Indiana Senate District 46 is one of those rare seats where the outcome is decided before it begins. Three Democrats -- Sam Glynn, Allissa Impink, and Clif Marsiglio -- filed for the May 5 primary. No Republican filed. The Republican primary was canceled. Whoever wins the Democratic primary on May 5 will be the next state senator from District 46, running unopposed in November.
That structural fact -- no Republican bothered to compete -- tells the story of the district more efficiently than any demographic analysis could.
Senate District 46 is not a legacy seat with deep historical roots. It is a product of the 2021 redistricting cycle. The district encompasses the economic and cultural center of Indianapolis: downtown, Fountain Square, Irvington, Garfield Park, Warren Park, and portions of Center, Wayne, Warren, and Perry townships.
The 2022 results confirmed the design. Andrea Hunley, a political newcomer and IPS principal, won the five-way Democratic primary with 43.9% of the vote and then defeated Republican Evan Shearin 72.9% to 27.1% in the general election -- a 46-point margin. That was the last time a Republican appeared on the ballot for this seat.
Hunley announced on January 16, 2026, that she would not seek re-election. Her retirement announcement came one day after City-County Councilor Vop Osili declared his candidacy for Indianapolis mayor in 2027. Hunley is widely expected to enter the mayoral race.
Impink is the candidate with the broadest institutional resume. She is 41 years old, lives in the Fletcher Place neighborhood, and has built a career spanning education, social services, philanthropy, and advocacy. Her political career began with the IPS school board, where she was elected in November 2024. Her platform centers on public school funding exclusivity, repealing Indiana's abortion ban, and expanding childcare access.

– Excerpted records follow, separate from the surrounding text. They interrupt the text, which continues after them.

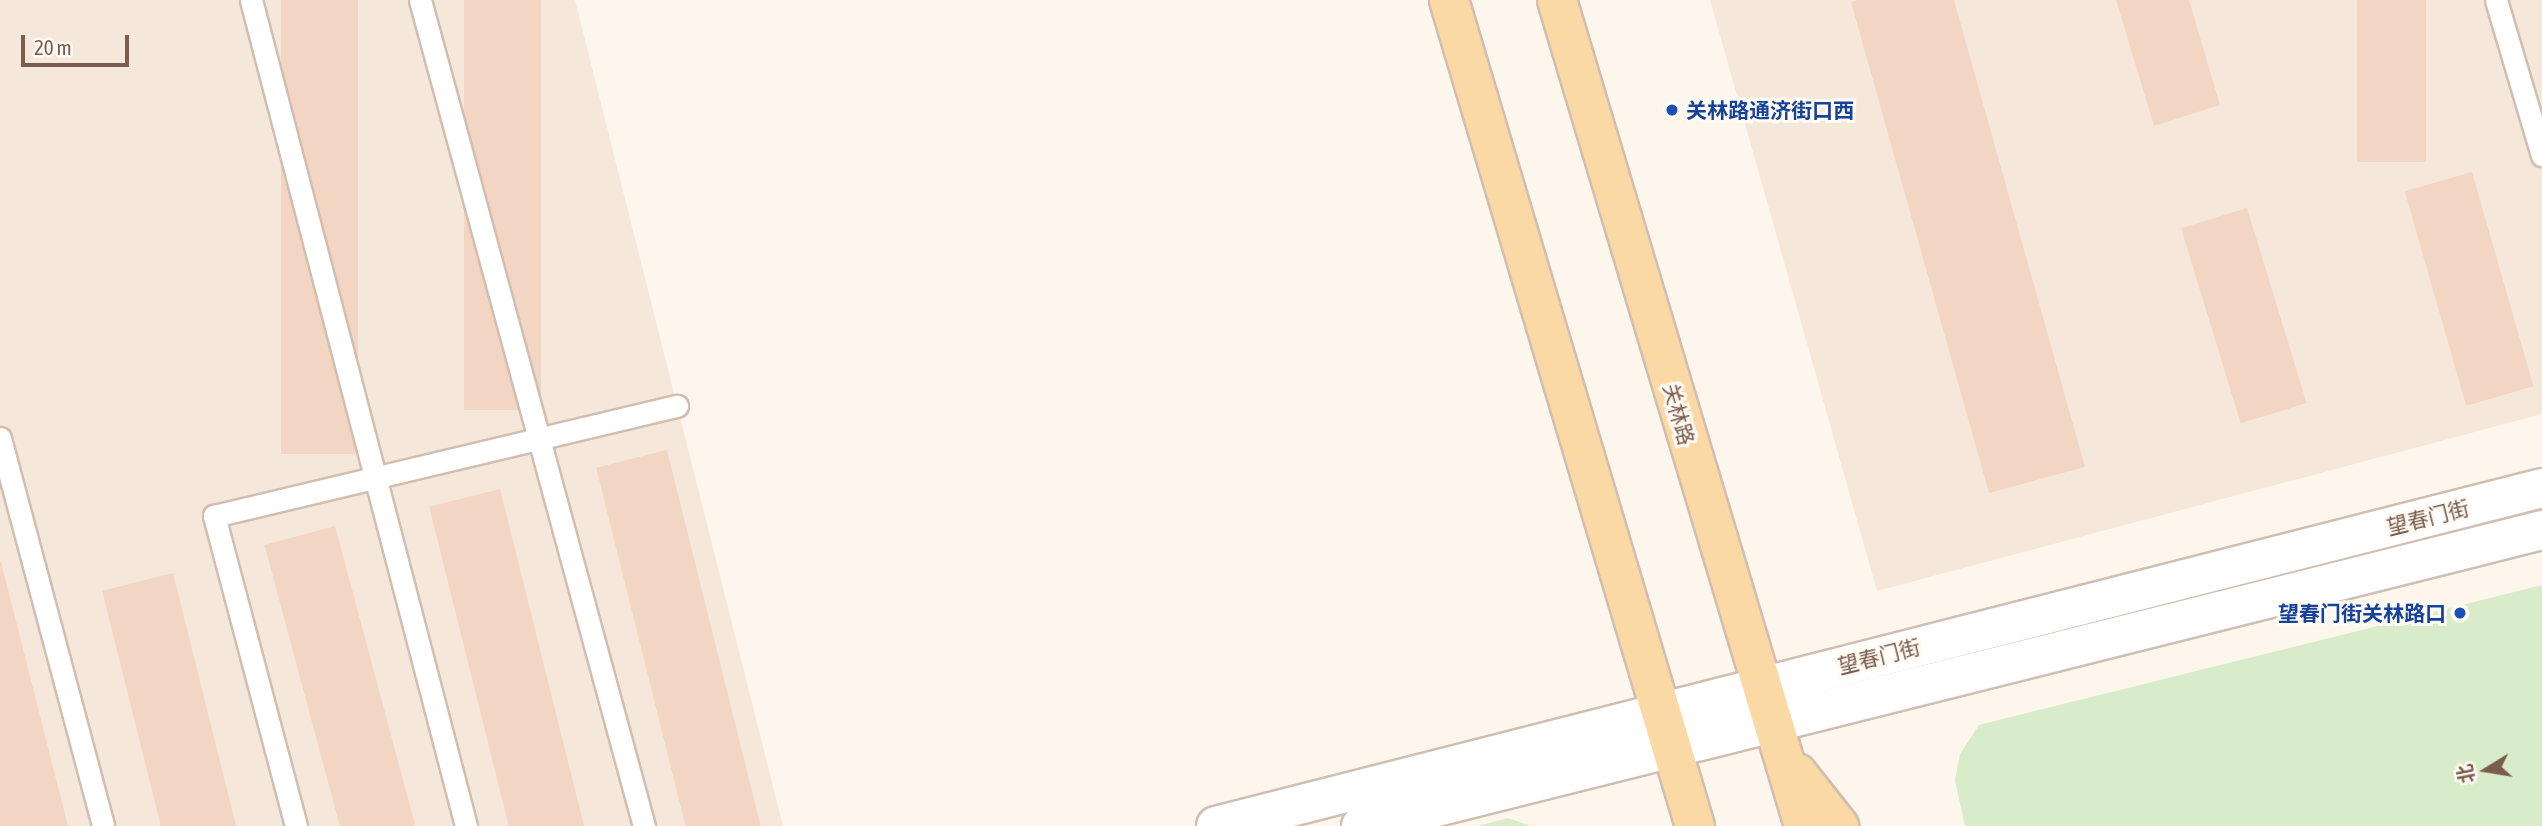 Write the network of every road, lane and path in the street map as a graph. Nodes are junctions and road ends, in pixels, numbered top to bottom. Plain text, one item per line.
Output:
1 (251, 0) edge
2 (420, 0) edge
3 (1450, 0) edge
4 (1557, 0) edge
5 (2496, 0) edge
6 (2542, 155) edge
7 (677, 405) dead end
8 (0, 438) edge
9 (539, 438) junction
10 (375, 477) junction
11 (2542, 488) edge
12 (2542, 530) edge
13 (1769, 720) junction
14 (1667, 729) junction
15 (1688, 815) edge
16 (103, 826) edge
17 (296, 826) edge
18 (466, 826) edge
19 (644, 826) edge
20 (1216, 826) edge
21 (1362, 826) edge
22 (1804, 826) edge
23 (1839, 826) edge

1 - 10 lane
2 - 9 lane
3 - 14 main road
4 - 13 main road, 关林路
5 - 6 lane
7 - 9 lane
8 - 16 lane
9 - 10 lane
9 - 19 lane
10 - 17 lane
10 - 18 lane
11 - 13 street, 望春门街
12 - 13 street, 望春门街
13 - 14 street, 望春门街
13 - 22 main road, 关林路
13 - 23 main road
14 - 15 main road
14 - 20 street, 望春门街
14 - 21 street, 望春门街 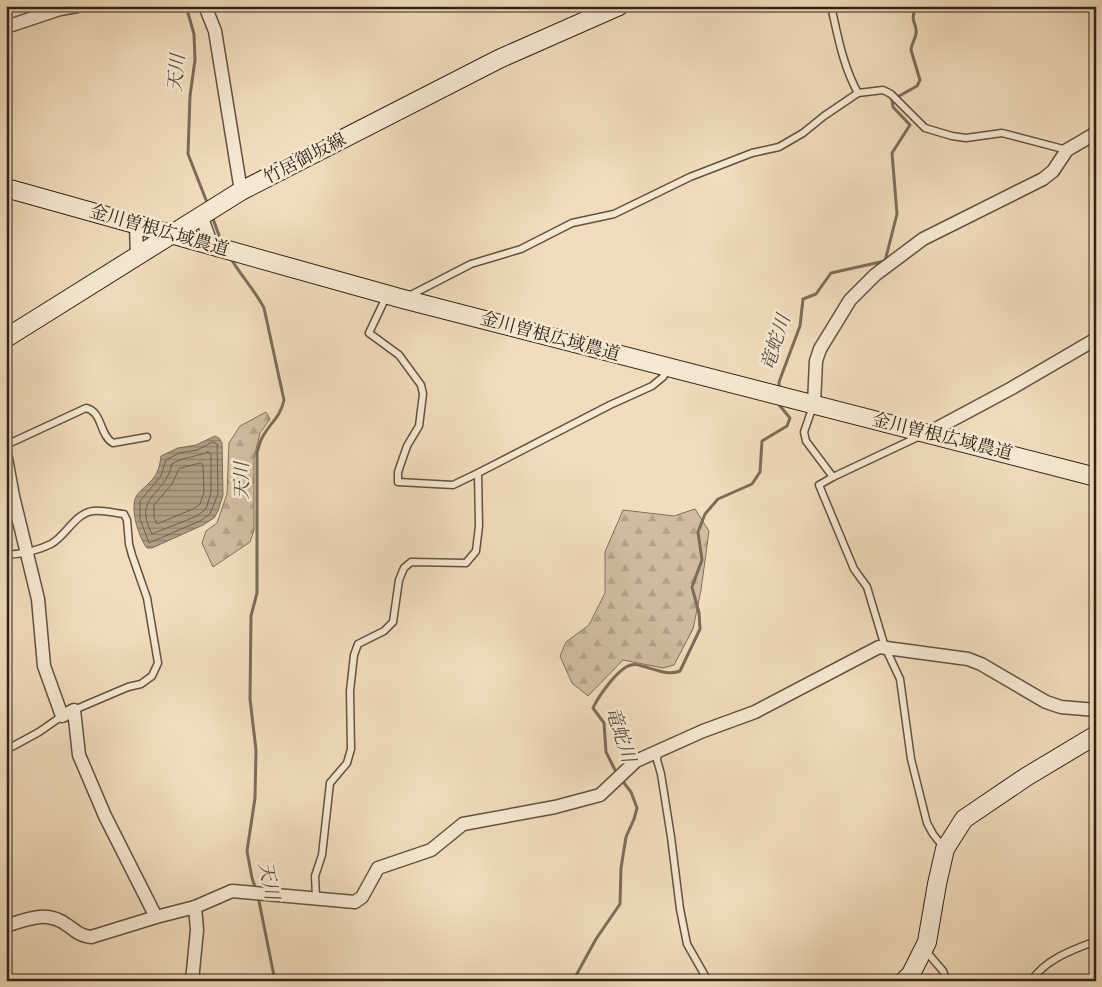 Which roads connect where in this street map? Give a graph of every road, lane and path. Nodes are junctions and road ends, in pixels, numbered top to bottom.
1 (77, 6) edge
2 (205, 6) edge
3 (619, 6) edge
4 (831, 6) edge
5 (6, 27) edge
6 (858, 94) junction
7 (1096, 134) edge
8 (1067, 150) junction
9 (6, 188) edge
10 (240, 191) junction
11 (208, 211) junction
12 (136, 224) junction
13 (171, 234) junction
14 (215, 248) junction
15 (137, 256) junction
16 (395, 296) junction
17 (6, 338) edge
18 (1096, 339) edge
19 (668, 368) junction
20 (814, 404) junction
21 (928, 433) junction
22 (147, 437) dead end
23 (6, 445) edge
24 (6, 458) edge
25 (478, 473) junction
26 (1096, 476) edge
27 (833, 477) junction
28 (27, 553) junction
29 (6, 556) edge
30 (886, 647) junction
31 (74, 710) junction
32 (1096, 710) edge
33 (62, 716) junction
34 (1096, 735) edge
35 (6, 750) edge
36 (658, 750) junction
37 (945, 849) junction
38 (316, 897) junction
39 (195, 907) junction
40 (156, 917) junction
41 (6, 926) edge
42 (1096, 941) edge
43 (924, 949) junction
44 (192, 981) edge
45 (708, 981) edge
46 (904, 981) edge
47 (947, 981) edge
48 (1031, 981) edge

1 - 5 street
2 - 10 street
3 - 10 street, 竹居御坂線
4 - 6 lane
6 - 8 lane
6 - 16 lane
7 - 8 street
8 - 20 street
9 - 12 street, 金川曽根広域農道
10 - 11 street, 竹居御坂線
11 - 13 street, 竹居御坂線
11 - 14 street
12 - 13 street, 金川曽根広域農道
12 - 15 street
13 - 14 street, 金川曽根広域農道
13 - 15 street, 竹居御坂線
14 - 16 street, 金川曽根広域農道
15 - 17 street, 竹居御坂線
16 - 19 street, 金川曽根広域農道
16 - 25 lane
18 - 21 street
19 - 20 street, 金川曽根広域農道
19 - 25 lane
20 - 21 street, 金川曽根広域農道
20 - 27 lane
21 - 26 street, 金川曽根広域農道
21 - 27 lane
22 - 23 lane
24 - 28 street
25 - 38 lane
27 - 30 lane
28 - 29 lane
28 - 31 lane
28 - 33 street
30 - 32 street
30 - 36 street
30 - 37 lane
31 - 33 street
31 - 40 street
33 - 35 lane
34 - 37 street
36 - 38 street
36 - 45 lane
37 - 43 street
38 - 39 street
39 - 40 street
39 - 44 street
40 - 41 street
42 - 48 lane
43 - 46 street
43 - 47 lane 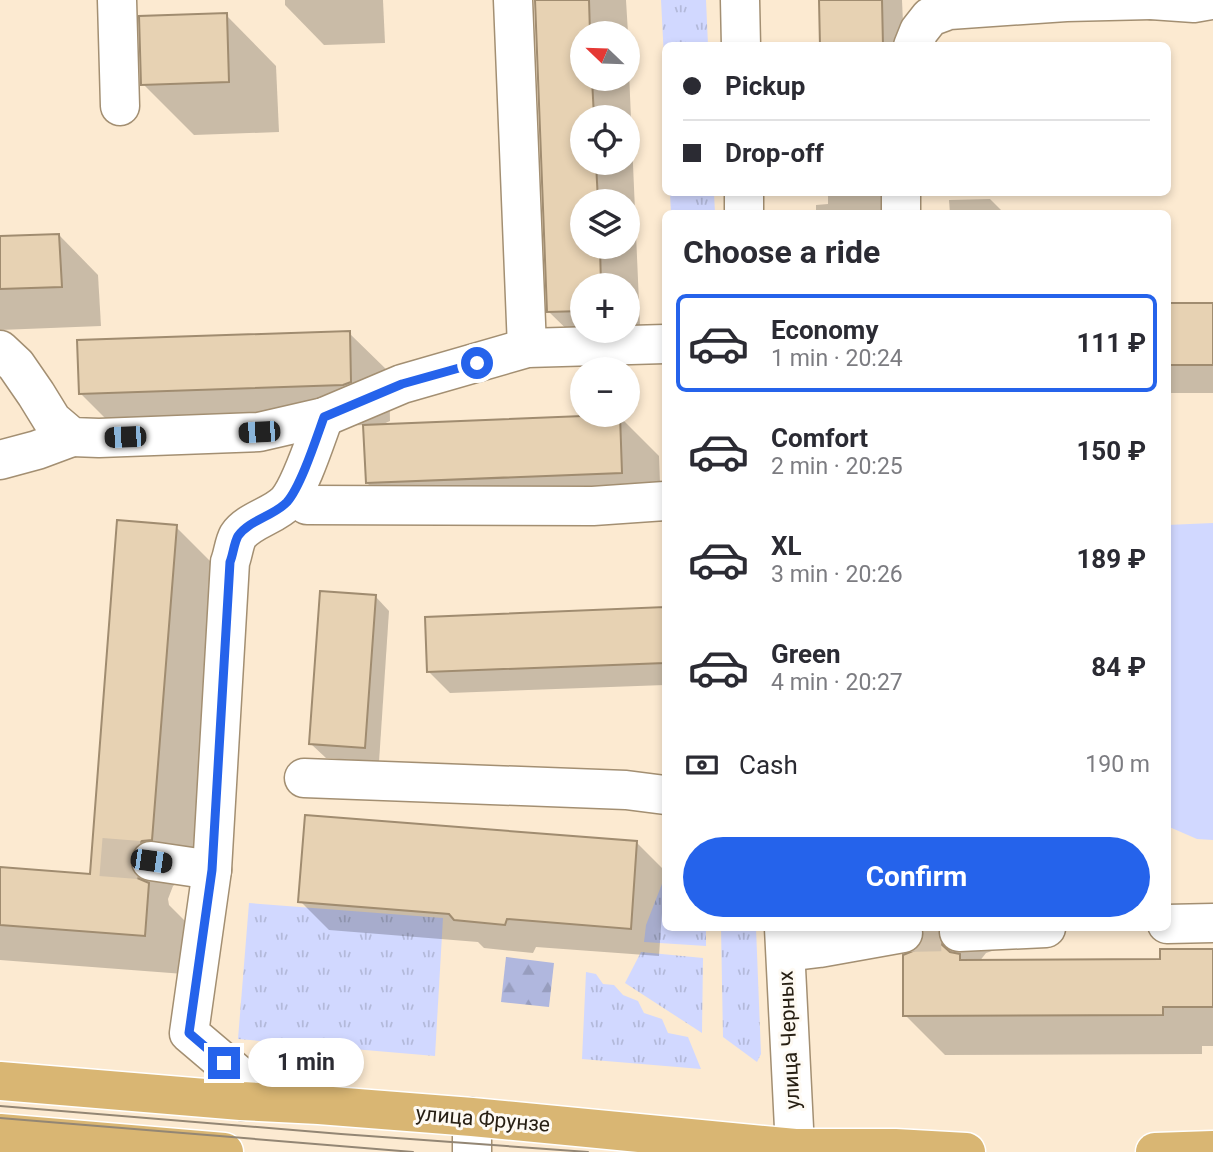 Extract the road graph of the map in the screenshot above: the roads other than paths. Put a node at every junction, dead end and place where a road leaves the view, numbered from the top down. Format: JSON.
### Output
{"nodes":[{"id":1,"x":117,"y":0,"type":"edge"},
{"id":2,"x":513,"y":0,"type":"edge"},
{"id":3,"x":740,"y":0,"type":"edge"},
{"id":4,"x":1151,"y":0,"type":"edge"},
{"id":5,"x":1212,"y":0,"type":"edge"},
{"id":6,"x":741,"y":42,"type":"edge"},
{"id":7,"x":915,"y":42,"type":"edge"},
{"id":8,"x":120,"y":106,"type":"dead end"},
{"id":9,"x":662,"y":344,"type":"edge"},
{"id":10,"x":527,"y":348,"type":"junction"},
{"id":11,"x":0,"y":350,"type":"edge"},
{"id":12,"x":324,"y":417,"type":"junction"},
{"id":13,"x":72,"y":437,"type":"junction"},
{"id":14,"x":0,"y":460,"type":"edge"},
{"id":15,"x":662,"y":501,"type":"edge"},
{"id":16,"x":307,"y":505,"type":"dead end"},
{"id":17,"x":304,"y":778,"type":"dead end"},
{"id":18,"x":662,"y":795,"type":"edge"},
{"id":19,"x":151,"y":861,"type":"tunnel mouth"},
{"id":20,"x":212,"y":870,"type":"junction"},
{"id":21,"x":1213,"y":923,"type":"edge"},
{"id":22,"x":1171,"y":924,"type":"edge"},
{"id":23,"x":971,"y":931,"type":"edge"},
{"id":24,"x":959,"y":932,"type":"dead end"},
{"id":25,"x":903,"y":933,"type":"dead end"},
{"id":26,"x":785,"y":940,"type":"edge"},
{"id":27,"x":0,"y":1081,"type":"edge"},
{"id":28,"x":241,"y":1101,"type":"junction"},
{"id":29,"x":0,"y":1133,"type":"edge"},
{"id":30,"x":472,"y":1135,"type":"edge"},
{"id":31,"x":795,"y":1150,"type":"edge"},
{"id":32,"x":1213,"y":1150,"type":"edge"},
{"id":33,"x":199,"y":1151,"type":"edge"},
{"id":34,"x":966,"y":1152,"type":"edge"},
{"id":35,"x":1155,"y":1152,"type":"edge"}],
"edges":[{"from":1,"to":8,"type":"street"},
{"from":2,"to":10,"type":"street"},
{"from":3,"to":6,"type":"street"},
{"from":4,"to":5,"type":"street"},
{"from":4,"to":7,"type":"street"},
{"from":9,"to":10,"type":"street"},
{"from":10,"to":12,"type":"street"},
{"from":11,"to":13,"type":"street"},
{"from":12,"to":13,"type":"street"},
{"from":12,"to":20,"type":"street"},
{"from":13,"to":14,"type":"street"},
{"from":15,"to":16,"type":"street"},
{"from":17,"to":18,"type":"street"},
{"from":19,"to":20,"type":"street"},
{"from":20,"to":28,"type":"street"},
{"from":21,"to":22,"type":"street"},
{"from":23,"to":24,"type":"street"},
{"from":25,"to":26,"type":"street"},
{"from":26,"to":31,"type":"street","name":"улица Черных"},
{"from":27,"to":28,"type":"main road","name":"улица Фрунзе"},
{"from":28,"to":30,"type":"main road","name":"улица Фрунзе"},
{"from":29,"to":33,"type":"main road"},
{"from":30,"to":31,"type":"main road","name":"улица Фрунзе"},
{"from":31,"to":34,"type":"main road","name":"улица Фрунзе"},
{"from":32,"to":35,"type":"main road"}]} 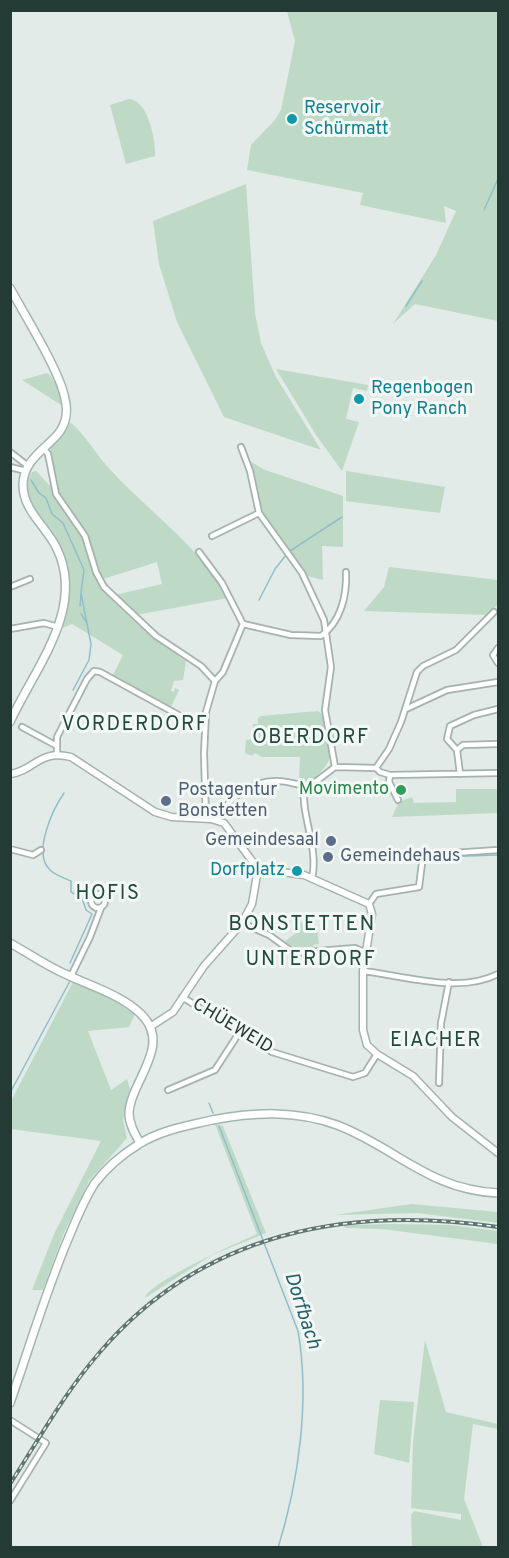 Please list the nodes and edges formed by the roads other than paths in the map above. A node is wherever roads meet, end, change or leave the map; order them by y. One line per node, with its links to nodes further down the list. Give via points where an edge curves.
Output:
1 (10, 288): 3 (main road, via 65,398 63,426)
2 (241, 447): 7 (street)
3 (43, 448): 6 (main road); 20 (street, via 48,454 59,503 85,536 104,586 156,636 201,666)
4 (10, 452): 6 (street)
5 (10, 467): 6 (street)
6 (27, 468): 15 (main road, via 23,486 26,501 64,564 66,601)
7 (259, 513): 8 (street); 17 (street, via 302,573 321,610)
8 (212, 536)
9 (199, 552): 14 (street, via 222,583)
10 (346, 572): 17 (street, via 345,601)
11 (30, 579): 12 (street)
12 (10, 587)
13 (494, 612): 23 (street, via 456,650 419,669)
14 (243, 624): 17 (street, via 291,635); 20 (street, via 223,672)
15 (58, 627): 16 (street, via 44,623); 24 (main road)
16 (10, 629)
17 (326, 633): 31 (street, via 331,668 325,710)
18 (498, 648): 19 (street, via 493,655)
19 (498, 663)
20 (215, 681): 26 (street)
21 (498, 682): 23 (street, via 447,690)
22 (498, 709): 29 (street, via 450,726 447,739)
23 (406, 710): 32 (street)
24 (10, 723)
25 (22, 727): 28 (street)
26 (204, 729): 28 (street, via 97,671 91,673 84,686 57,737); 39 (street)
27 (498, 744): 29 (street, via 464,745)
28 (57, 746): 30 (street)
29 (457, 750): 35 (street)
30 (57, 755): 34 (street); 39 (street, via 78,760 155,812 172,818)
31 (335, 767): 32 (street); 37 (street, via 310,786)
32 (376, 768): 36 (street)
33 (498, 773): 35 (street)
34 (10, 774)
35 (460, 774): 36 (street)
36 (390, 775): 38 (street, via 389,782)
37 (304, 786): 40 (street, via 268,782 234,797); 45 (street)
38 (398, 800)
39 (206, 819): 40 (street)
40 (218, 820): 44 (street, via 229,828)
41 (10, 849): 42 (street, via 33,855)
42 (41, 850)
43 (498, 850): 46 (street, via 423,855 419,887 376,894)
44 (258, 869): 45 (street); 48 (street, via 252,904)
45 (312, 878): 46 (street)
46 (369, 904): 49 (street, via 372,914)
47 (101, 908): 55 (street)
48 (242, 923): 51 (street, via 269,935 294,953); 57 (street)
49 (366, 942): 51 (street); 52 (street)
50 (10, 943): 55 (main road)
51 (355, 948): 52 (street)
52 (365, 952): 53 (street)
53 (363, 971): 56 (street); 60 (street, via 363,1030 367,1045)
54 (498, 974): 56 (street, via 475,982)
55 (71, 976): 58 (main road, via 129,1005)
56 (449, 982): 61 (street, via 441,1023)
57 (182, 997): 58 (street, via 169,1017); 59 (street, CHÜEWEID)
58 (150, 1027): 63 (main road, via 152,1055 129,1112)
59 (239, 1033): 60 (street, CHÜEWEID, via 277,1054 353,1077 365,1073); 62 (street, via 215,1070)
60 (376, 1054): 64 (street, via 413,1076 452,1117)
61 (440, 1083)
62 (168, 1090)
63 (140, 1143): 65 (main road, via 163,1132 274,1112 323,1120 347,1129 430,1176); 66 (main road, via 110,1166 82,1206)
64 (498, 1153)
65 (498, 1193)
66 (10, 1403)
67 (10, 1420): 68 (street, via 46,1443)
68 (10, 1501)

Marsiglio is the most prolific campaigner in the field, having run for three different offices in three consecutive cycles -- and lost them all. In 2020, he received 25.3% in a House primary. In the 2023 mayoral primary, he finished with 0.8%. In 2024, he competed for the Democratic lieutenant governor nomination and finished third with 9.5%. His platform positions him as the most explicitly progressive candidate, calling for expanding healthcare access, civilian-led crisis response, ending corporate tax breaks, and defending reproductive rights.
The May 5 primary will select a senator who serves a four-year term in a chamber where Democrats have no structural power. The winner will join a 10-member caucus that cannot block legislation, cannot deny a quorum, and cannot override vetoes. What they can do is constitute the bench from which Indianapolis' next generation of Democratic leaders emerges -- and in a city where the 2027 mayoral race is already taking shape, the person who holds SD-46 will be positioned to matter in ways that the Senate supermajority arithmetic cannot capture.